REQUIRED WORK:
Below are records to repeat exactly. Omit the pictures from the copy.

DATA RECORDS:
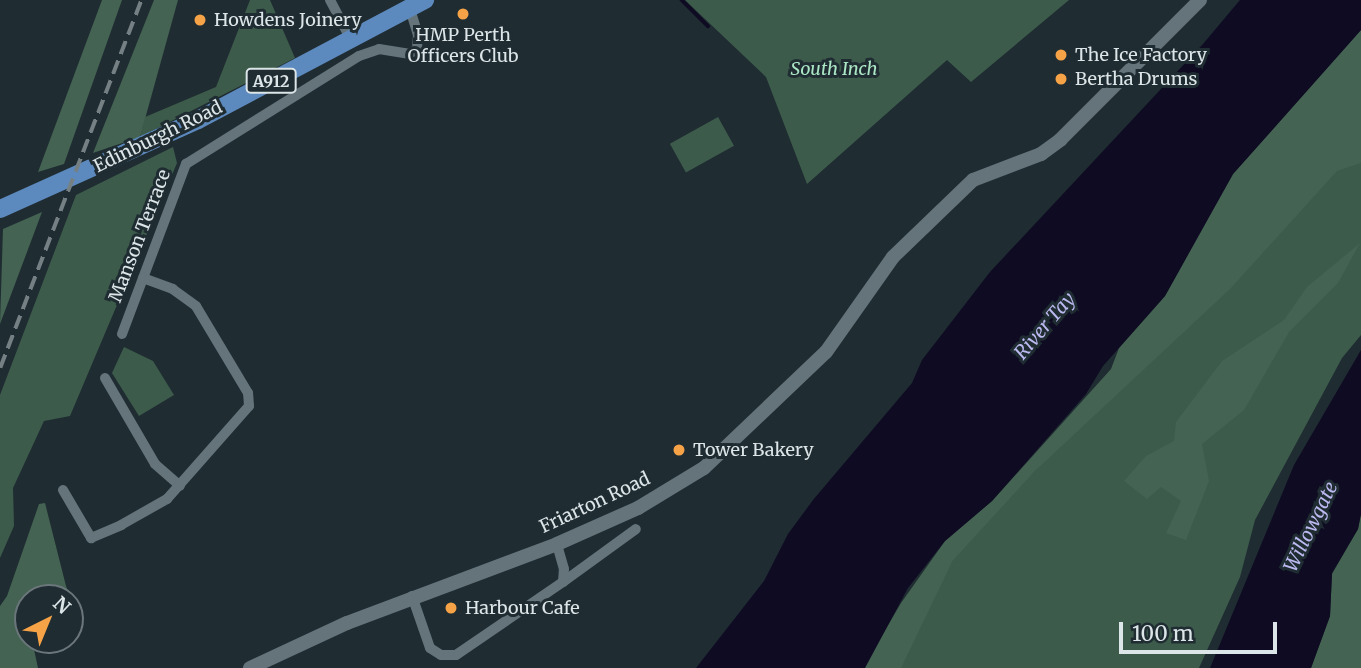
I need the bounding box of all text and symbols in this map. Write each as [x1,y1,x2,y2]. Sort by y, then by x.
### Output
marker: HMP Perth Officers Club [455,6,471,22]
place label: Howdens Joinery [214,9,362,31]
marker: Howdens Joinery [192,12,208,28]
place label: HMP Perth Officers Club [407,25,519,68]
place label: The Ice Factory [1075,44,1207,66]
marker: The Ice Factory [1053,47,1069,63]
park label: South Inch [791,58,877,80]
road number: A912 [245,68,297,94]
place label: Bertha Drums [1075,68,1197,90]
marker: Bertha Drums [1053,71,1069,87]
street label: Edinburgh Road [90,97,226,177]
street label: Manson Terrace [105,167,175,305]
water label: River Tay [1010,288,1080,364]
place label: Tower Bakery [693,439,814,461]
marker: Tower Bakery [671,442,687,458]
street label: Friarton Road [536,468,654,538]
water label: Willowgate [1279,478,1343,576]
north arrow [14,584,84,654]
text: N [48,591,76,619]
place label: Harbour Cafe [465,597,580,619]
marker: Harbour Cafe [443,600,459,616]
scale bar [1123,608,1280,652]
text: 100 m [1132,620,1194,647]

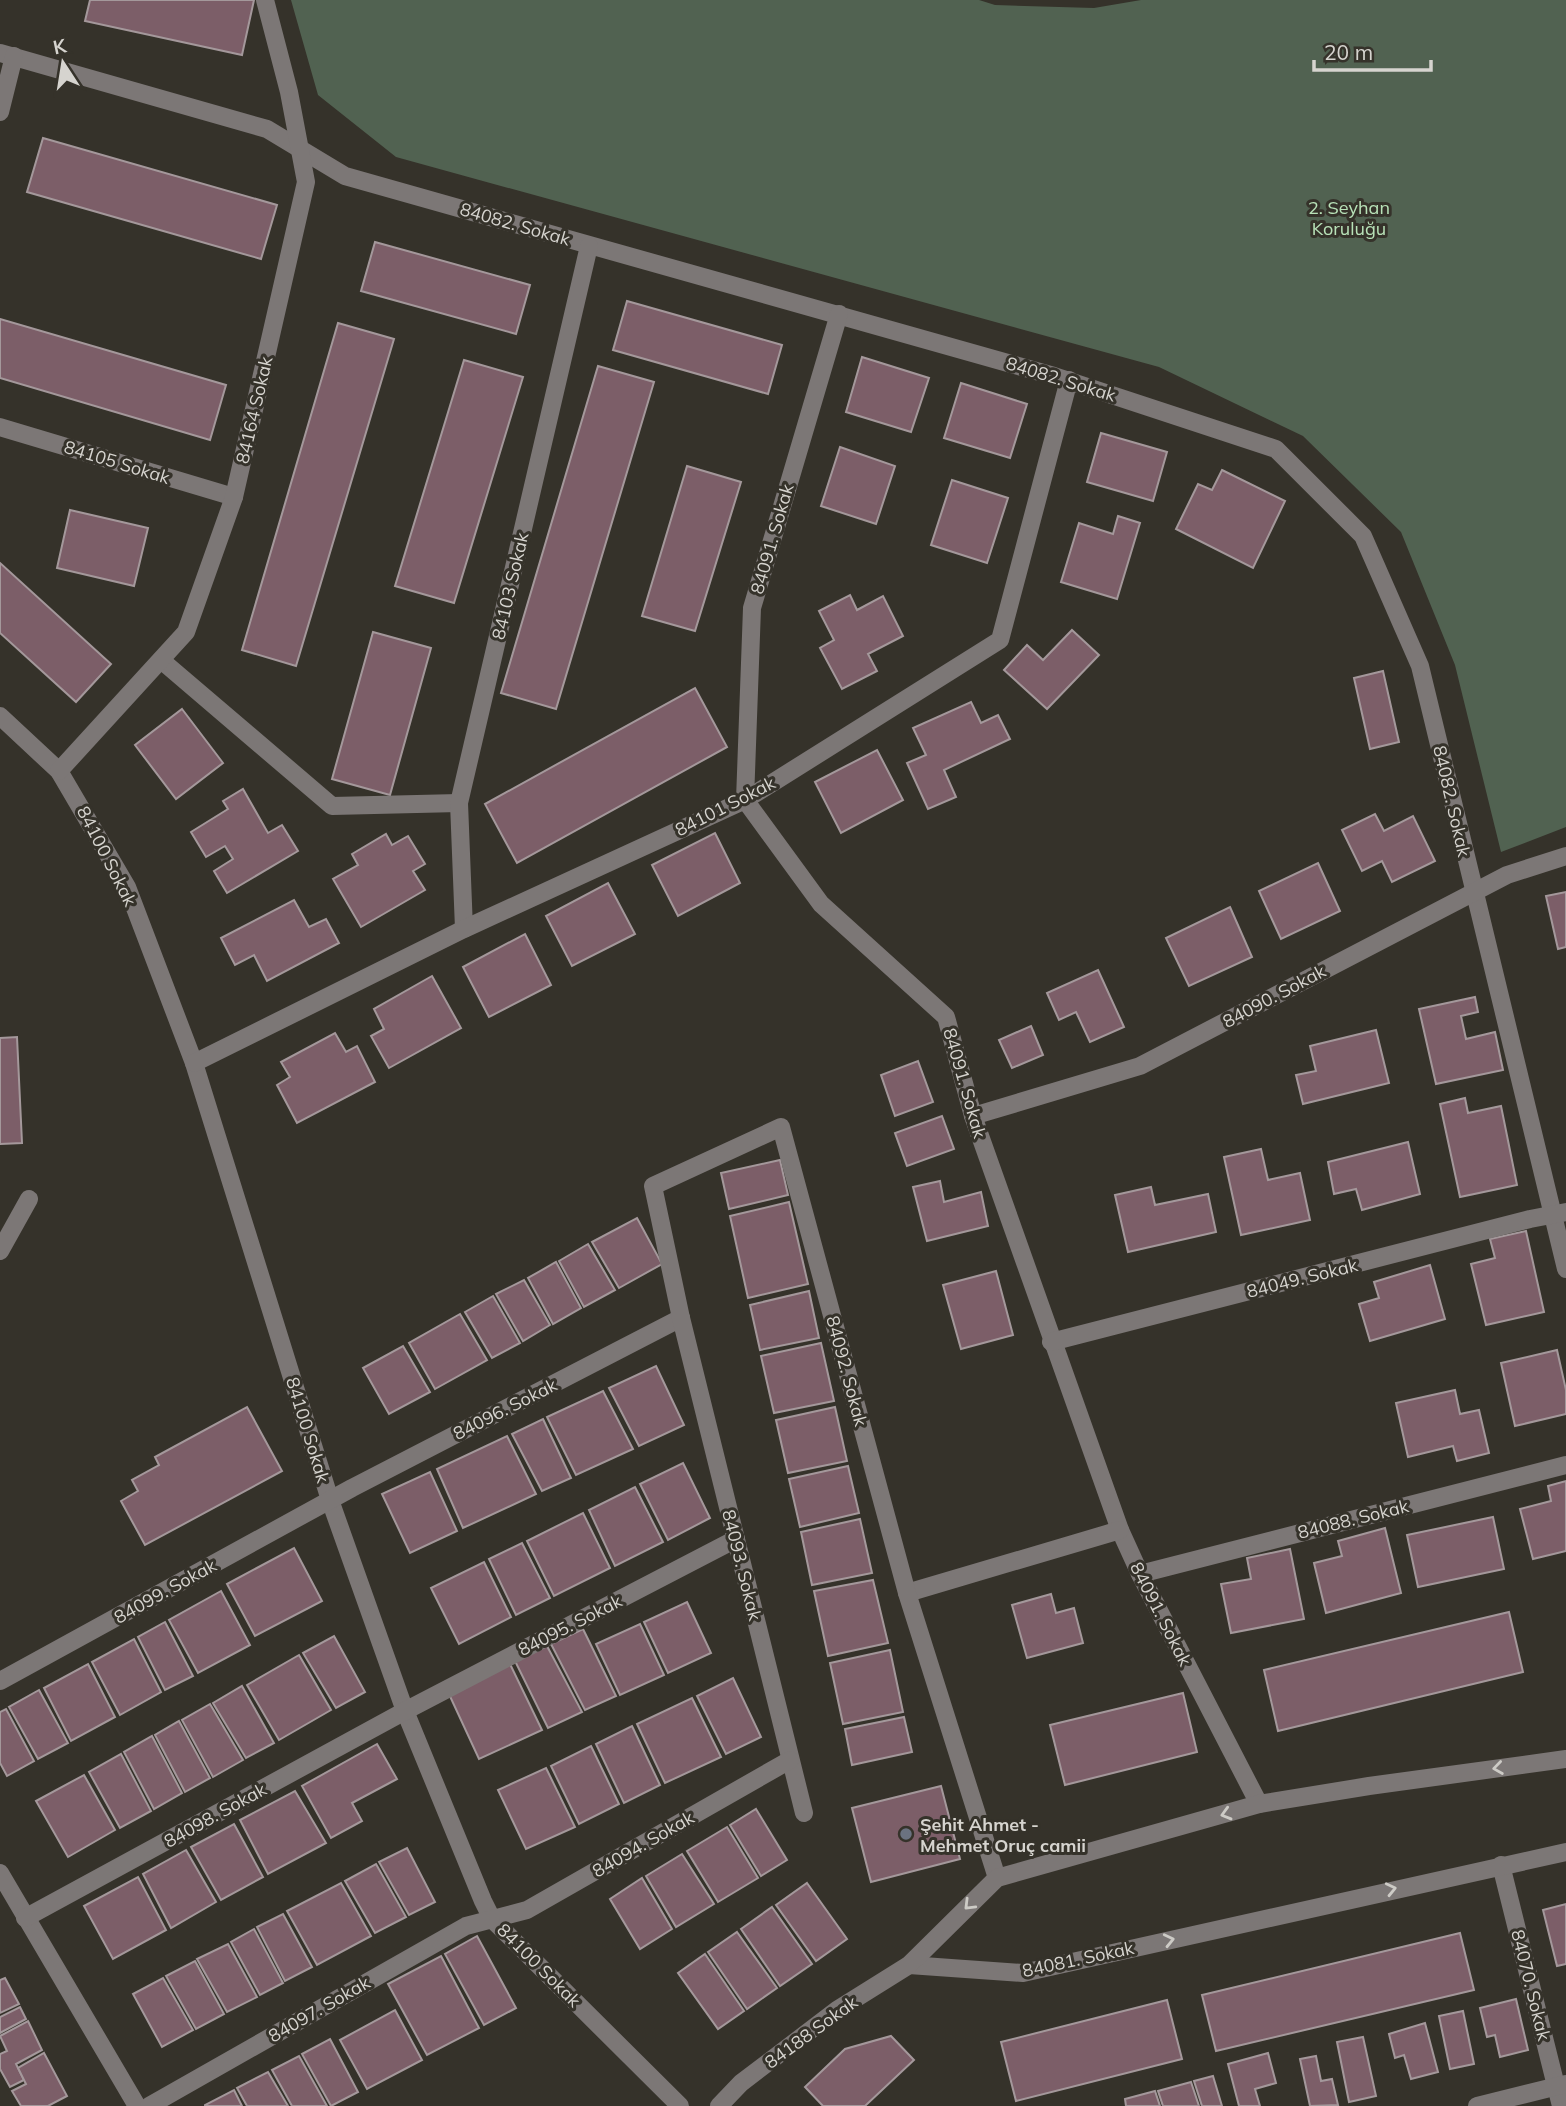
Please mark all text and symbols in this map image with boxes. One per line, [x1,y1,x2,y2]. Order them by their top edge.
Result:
north arrow [28,28,98,98]
scale bar [1314,28,1431,72]
text: K [51,33,69,59]
text: 20 m [1324,39,1373,65]
park label: 2. Seyhan Koruluğu [1308,196,1390,240]
street label: 84082. Sokak [457,197,573,251]
street label: 84082. Sokak [1003,351,1119,407]
street label: 84164 Sokak [230,353,278,466]
street label: 84105 Sokak [61,435,173,489]
street label: 84091. Sokak [745,481,799,597]
street label: 84103 Sokak [486,529,534,642]
street label: 84082. Sokak [1428,743,1476,860]
street label: 84101 Sokak [671,771,780,841]
street label: 84100 Sokak [72,802,142,911]
street label: 84090. Sokak [1218,959,1330,1033]
street label: 84091. Sokak [938,1025,992,1141]
street label: 84049. Sokak [1244,1253,1361,1303]
street label: 84092. Sokak [821,1313,873,1430]
street label: 84096. Sokak [449,1373,561,1445]
street label: 84100 Sokak [281,1374,335,1486]
street label: 84088. Sokak [1295,1494,1412,1544]
street label: 84093. Sokak [717,1507,767,1624]
street label: 84099. Sokak [110,1553,221,1629]
street label: 84091. Sokak [1125,1558,1197,1670]
street label: 84095. Sokak [514,1589,626,1661]
one-way arrow [1493,1761,1504,1776]
street label: 84098. Sokak [160,1777,271,1853]
street label: 84094. Sokak [588,1805,699,1882]
one-way arrow [1220,1806,1232,1820]
place label: Şehit Ahmet - Mehmet Oruç camii [920,1813,1086,1857]
marker: Şehit Ahmet - Mehmet Oruç camii [898,1826,914,1842]
one-way arrow [1385,1883,1397,1898]
one-way arrow [965,1897,978,1910]
street label: 84100 Sokak [492,1918,586,2012]
street label: 84070. Sokak [1506,1927,1556,2044]
one-way arrow [1163,1933,1175,1948]
street label: 84081. Sokak [1020,1936,1137,1982]
street label: 84097. Sokak [264,1970,375,2047]
street label: 84188 Sokak [760,1990,863,2073]

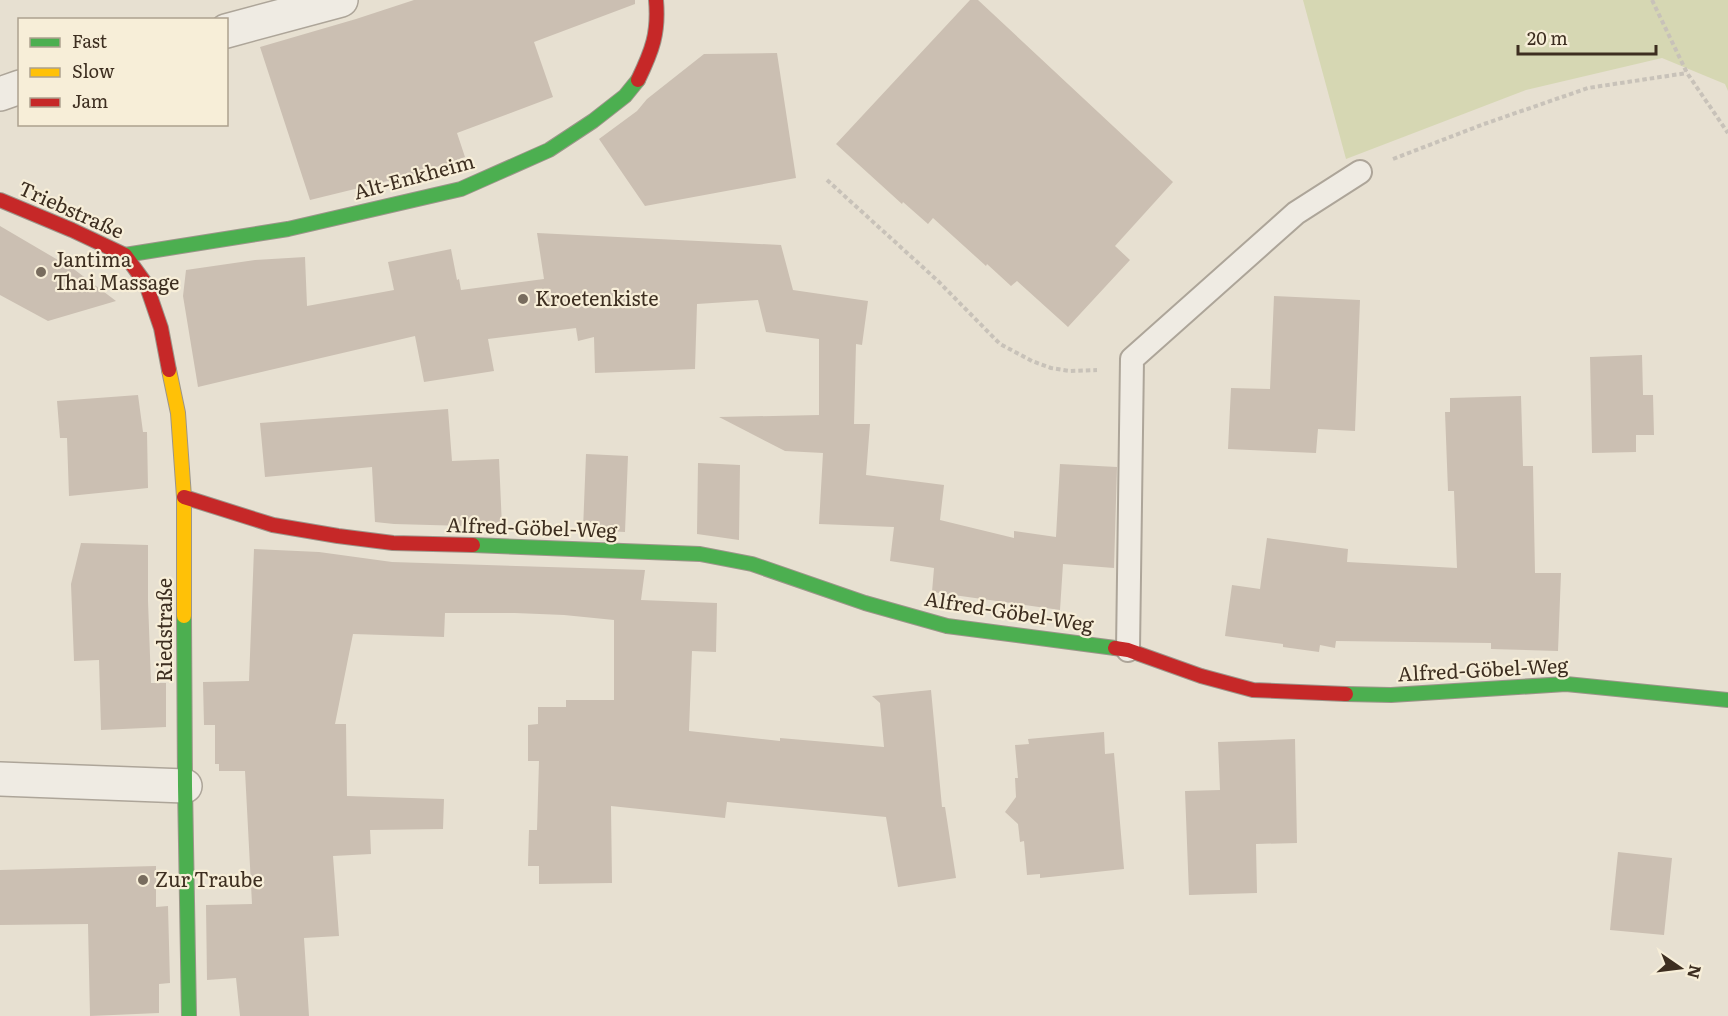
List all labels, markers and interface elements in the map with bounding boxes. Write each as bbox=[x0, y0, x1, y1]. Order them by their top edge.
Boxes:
legend bbox=[18, 18, 228, 126]
scale bar bbox=[1518, 18, 1656, 56]
text: 20 m bbox=[1527, 24, 1568, 51]
text: Fast bbox=[72, 27, 108, 54]
text: Slow bbox=[72, 57, 115, 84]
text: Jam bbox=[72, 87, 108, 114]
street label: Alt-Enkheim bbox=[350, 145, 477, 206]
street label: Triebstraße bbox=[14, 172, 129, 245]
place label: Jantima Thai Massage bbox=[53, 243, 179, 296]
marker: Jantima Thai Massage bbox=[34, 265, 48, 279]
place label: Kroetenkiste bbox=[535, 282, 659, 312]
marker: Kroetenkiste bbox=[516, 292, 530, 306]
street label: Alfred-Göbel-Weg bbox=[446, 508, 619, 544]
street label: Riedstraße bbox=[148, 578, 178, 682]
street label: Alfred-Göbel-Weg bbox=[923, 582, 1097, 638]
street label: Alfred-Göbel-Weg bbox=[1397, 649, 1570, 687]
place label: Zur Traube bbox=[155, 863, 263, 893]
marker: Zur Traube bbox=[136, 873, 150, 887]
north arrow bbox=[1650, 938, 1710, 998]
text: N bbox=[1682, 962, 1709, 981]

EXERCISE SOLUTION:
I need the bounding box of all text and symbols in this map. Write each as [x1,y1,x2,y2]. Sort by y, then by x.
### Output
marker: HMP Perth Officers Club [455,6,471,22]
place label: Howdens Joinery [214,9,362,31]
marker: Howdens Joinery [192,12,208,28]
place label: HMP Perth Officers Club [407,25,519,68]
place label: The Ice Factory [1075,44,1207,66]
marker: The Ice Factory [1053,47,1069,63]
park label: South Inch [791,58,877,80]
road number: A912 [245,68,297,94]
place label: Bertha Drums [1075,68,1197,90]
marker: Bertha Drums [1053,71,1069,87]
street label: Edinburgh Road [90,97,226,177]
street label: Manson Terrace [105,167,175,305]
water label: River Tay [1010,288,1080,364]
place label: Tower Bakery [693,439,814,461]
marker: Tower Bakery [671,442,687,458]
street label: Friarton Road [536,468,654,538]
water label: Willowgate [1279,478,1343,576]
north arrow [14,584,84,654]
text: N [48,591,76,619]
place label: Harbour Cafe [465,597,580,619]
marker: Harbour Cafe [443,600,459,616]
scale bar [1123,608,1280,652]
text: 100 m [1132,620,1194,647]

Please mark all text and symbols in this map image with boxes. One per line, [x1,y1,x2,y2]. Order them by their top edge.
Result:
north arrow [28,28,98,98]
scale bar [1314,28,1431,72]
text: K [51,33,69,59]
text: 20 m [1324,39,1373,65]
park label: 2. Seyhan Koruluğu [1308,196,1390,240]
street label: 84082. Sokak [457,197,573,251]
street label: 84082. Sokak [1003,351,1119,407]
street label: 84164 Sokak [230,353,278,466]
street label: 84105 Sokak [61,435,173,489]
street label: 84091. Sokak [745,481,799,597]
street label: 84103 Sokak [486,529,534,642]
street label: 84082. Sokak [1428,743,1476,860]
street label: 84101 Sokak [671,771,780,841]
street label: 84100 Sokak [72,802,142,911]
street label: 84090. Sokak [1218,959,1330,1033]
street label: 84091. Sokak [938,1025,992,1141]
street label: 84049. Sokak [1244,1253,1361,1303]
street label: 84092. Sokak [821,1313,873,1430]
street label: 84096. Sokak [449,1373,561,1445]
street label: 84100 Sokak [281,1374,335,1486]
street label: 84088. Sokak [1295,1494,1412,1544]
street label: 84093. Sokak [717,1507,767,1624]
street label: 84099. Sokak [110,1553,221,1629]
street label: 84091. Sokak [1125,1558,1197,1670]
street label: 84095. Sokak [514,1589,626,1661]
one-way arrow [1493,1761,1504,1776]
street label: 84098. Sokak [160,1777,271,1853]
street label: 84094. Sokak [588,1805,699,1882]
one-way arrow [1220,1806,1232,1820]
place label: Şehit Ahmet - Mehmet Oruç camii [920,1813,1086,1857]
marker: Şehit Ahmet - Mehmet Oruç camii [898,1826,914,1842]
one-way arrow [1385,1883,1397,1898]
one-way arrow [965,1897,978,1910]
street label: 84100 Sokak [492,1918,586,2012]
street label: 84070. Sokak [1506,1927,1556,2044]
one-way arrow [1163,1933,1175,1948]
street label: 84081. Sokak [1020,1936,1137,1982]
street label: 84097. Sokak [264,1970,375,2047]
street label: 84188 Sokak [760,1990,863,2073]

List all labels, markers and interface elements in the map with bounding boxes. Write each as bbox=[x0, y0, x1, y1]. Order them by their top edge.
Boxes:
legend bbox=[18, 18, 228, 126]
scale bar bbox=[1518, 18, 1656, 56]
text: 20 m bbox=[1527, 24, 1568, 51]
text: Fast bbox=[72, 27, 108, 54]
text: Slow bbox=[72, 57, 115, 84]
text: Jam bbox=[72, 87, 108, 114]
street label: Alt-Enkheim bbox=[350, 145, 477, 206]
street label: Triebstraße bbox=[14, 172, 129, 245]
place label: Jantima Thai Massage bbox=[53, 243, 179, 296]
marker: Jantima Thai Massage bbox=[34, 265, 48, 279]
place label: Kroetenkiste bbox=[535, 282, 659, 312]
marker: Kroetenkiste bbox=[516, 292, 530, 306]
street label: Alfred-Göbel-Weg bbox=[446, 508, 619, 544]
street label: Riedstraße bbox=[148, 578, 178, 682]
street label: Alfred-Göbel-Weg bbox=[923, 582, 1097, 638]
street label: Alfred-Göbel-Weg bbox=[1397, 649, 1570, 687]
place label: Zur Traube bbox=[155, 863, 263, 893]
marker: Zur Traube bbox=[136, 873, 150, 887]
north arrow bbox=[1650, 938, 1710, 998]
text: N bbox=[1682, 962, 1709, 981]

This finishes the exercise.